- Task requirements -
The result should be an exact copy of the lines from the one with "Digitize the connectivity" through the last line of the data below, both included.

- Stored data -

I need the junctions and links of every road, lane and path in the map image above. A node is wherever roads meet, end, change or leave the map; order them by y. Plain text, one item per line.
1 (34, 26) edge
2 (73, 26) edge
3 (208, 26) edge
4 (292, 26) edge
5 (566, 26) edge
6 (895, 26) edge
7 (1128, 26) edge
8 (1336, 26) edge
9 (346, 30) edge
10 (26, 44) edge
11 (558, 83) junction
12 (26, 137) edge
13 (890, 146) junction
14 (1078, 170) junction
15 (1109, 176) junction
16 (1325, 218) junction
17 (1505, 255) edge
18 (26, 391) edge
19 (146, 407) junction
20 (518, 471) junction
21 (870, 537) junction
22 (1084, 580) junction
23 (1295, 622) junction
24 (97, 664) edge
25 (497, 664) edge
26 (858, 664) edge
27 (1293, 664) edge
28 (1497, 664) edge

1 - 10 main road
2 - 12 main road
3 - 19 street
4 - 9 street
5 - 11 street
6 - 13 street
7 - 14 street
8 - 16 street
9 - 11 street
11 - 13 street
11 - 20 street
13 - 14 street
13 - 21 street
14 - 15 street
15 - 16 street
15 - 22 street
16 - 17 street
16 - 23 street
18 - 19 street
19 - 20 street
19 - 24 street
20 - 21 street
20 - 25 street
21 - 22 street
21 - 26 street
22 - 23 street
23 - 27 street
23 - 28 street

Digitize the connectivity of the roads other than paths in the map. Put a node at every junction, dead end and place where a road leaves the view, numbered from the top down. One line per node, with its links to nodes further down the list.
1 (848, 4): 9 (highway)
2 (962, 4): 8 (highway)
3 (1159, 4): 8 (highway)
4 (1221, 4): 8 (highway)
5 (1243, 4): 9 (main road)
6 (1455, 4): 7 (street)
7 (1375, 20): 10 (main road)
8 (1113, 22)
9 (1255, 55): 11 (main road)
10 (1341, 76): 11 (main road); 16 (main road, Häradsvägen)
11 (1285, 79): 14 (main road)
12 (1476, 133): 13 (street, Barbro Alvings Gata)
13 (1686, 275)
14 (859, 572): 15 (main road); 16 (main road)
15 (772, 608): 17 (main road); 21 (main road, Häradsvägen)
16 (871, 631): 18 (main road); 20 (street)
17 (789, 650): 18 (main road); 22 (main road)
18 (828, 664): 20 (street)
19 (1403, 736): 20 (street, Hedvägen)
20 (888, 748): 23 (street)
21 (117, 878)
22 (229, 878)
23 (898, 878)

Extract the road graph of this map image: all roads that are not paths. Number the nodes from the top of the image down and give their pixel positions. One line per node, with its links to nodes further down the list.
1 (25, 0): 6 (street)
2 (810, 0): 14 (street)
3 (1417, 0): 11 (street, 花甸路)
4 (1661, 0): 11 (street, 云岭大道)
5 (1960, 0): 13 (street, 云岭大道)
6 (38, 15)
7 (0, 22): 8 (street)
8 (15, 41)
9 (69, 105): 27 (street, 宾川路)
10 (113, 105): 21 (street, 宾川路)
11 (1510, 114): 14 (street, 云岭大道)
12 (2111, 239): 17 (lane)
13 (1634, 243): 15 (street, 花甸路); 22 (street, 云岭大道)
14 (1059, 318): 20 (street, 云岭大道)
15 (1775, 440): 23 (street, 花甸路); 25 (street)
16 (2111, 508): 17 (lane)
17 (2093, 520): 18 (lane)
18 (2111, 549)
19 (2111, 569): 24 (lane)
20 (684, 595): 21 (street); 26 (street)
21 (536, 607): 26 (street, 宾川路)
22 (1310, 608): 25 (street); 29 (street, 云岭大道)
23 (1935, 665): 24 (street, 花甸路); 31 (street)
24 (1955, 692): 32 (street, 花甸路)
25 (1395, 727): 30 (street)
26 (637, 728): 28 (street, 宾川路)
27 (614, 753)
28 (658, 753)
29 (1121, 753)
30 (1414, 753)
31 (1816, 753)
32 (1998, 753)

- Exercise solution -
Digitize the connectivity of the roads other than paths in the map. Put a node at every junction, dead end and place where a road leaves the view, numbered from the top down. One line per node, with its links to nodes further down the list.
1 (848, 4): 9 (highway)
2 (962, 4): 8 (highway)
3 (1159, 4): 8 (highway)
4 (1221, 4): 8 (highway)
5 (1243, 4): 9 (main road)
6 (1455, 4): 7 (street)
7 (1375, 20): 10 (main road)
8 (1113, 22)
9 (1255, 55): 11 (main road)
10 (1341, 76): 11 (main road); 16 (main road, Häradsvägen)
11 (1285, 79): 14 (main road)
12 (1476, 133): 13 (street, Barbro Alvings Gata)
13 (1686, 275)
14 (859, 572): 15 (main road); 16 (main road)
15 (772, 608): 17 (main road); 21 (main road, Häradsvägen)
16 (871, 631): 18 (main road); 20 (street)
17 (789, 650): 18 (main road); 22 (main road)
18 (828, 664): 20 (street)
19 (1403, 736): 20 (street, Hedvägen)
20 (888, 748): 23 (street)
21 (117, 878)
22 (229, 878)
23 (898, 878)

Extract the road graph of this map image: all roads that are not paths. Number the nodes from the top of the image down and give their pixel positions. One line per node, with its links to nodes further down the list.
1 (25, 0): 6 (street)
2 (810, 0): 14 (street)
3 (1417, 0): 11 (street, 花甸路)
4 (1661, 0): 11 (street, 云岭大道)
5 (1960, 0): 13 (street, 云岭大道)
6 (38, 15)
7 (0, 22): 8 (street)
8 (15, 41)
9 (69, 105): 27 (street, 宾川路)
10 (113, 105): 21 (street, 宾川路)
11 (1510, 114): 14 (street, 云岭大道)
12 (2111, 239): 17 (lane)
13 (1634, 243): 15 (street, 花甸路); 22 (street, 云岭大道)
14 (1059, 318): 20 (street, 云岭大道)
15 (1775, 440): 23 (street, 花甸路); 25 (street)
16 (2111, 508): 17 (lane)
17 (2093, 520): 18 (lane)
18 (2111, 549)
19 (2111, 569): 24 (lane)
20 (684, 595): 21 (street); 26 (street)
21 (536, 607): 26 (street, 宾川路)
22 (1310, 608): 25 (street); 29 (street, 云岭大道)
23 (1935, 665): 24 (street, 花甸路); 31 (street)
24 (1955, 692): 32 (street, 花甸路)
25 (1395, 727): 30 (street)
26 (637, 728): 28 (street, 宾川路)
27 (614, 753)
28 (658, 753)
29 (1121, 753)
30 (1414, 753)
31 (1816, 753)
32 (1998, 753)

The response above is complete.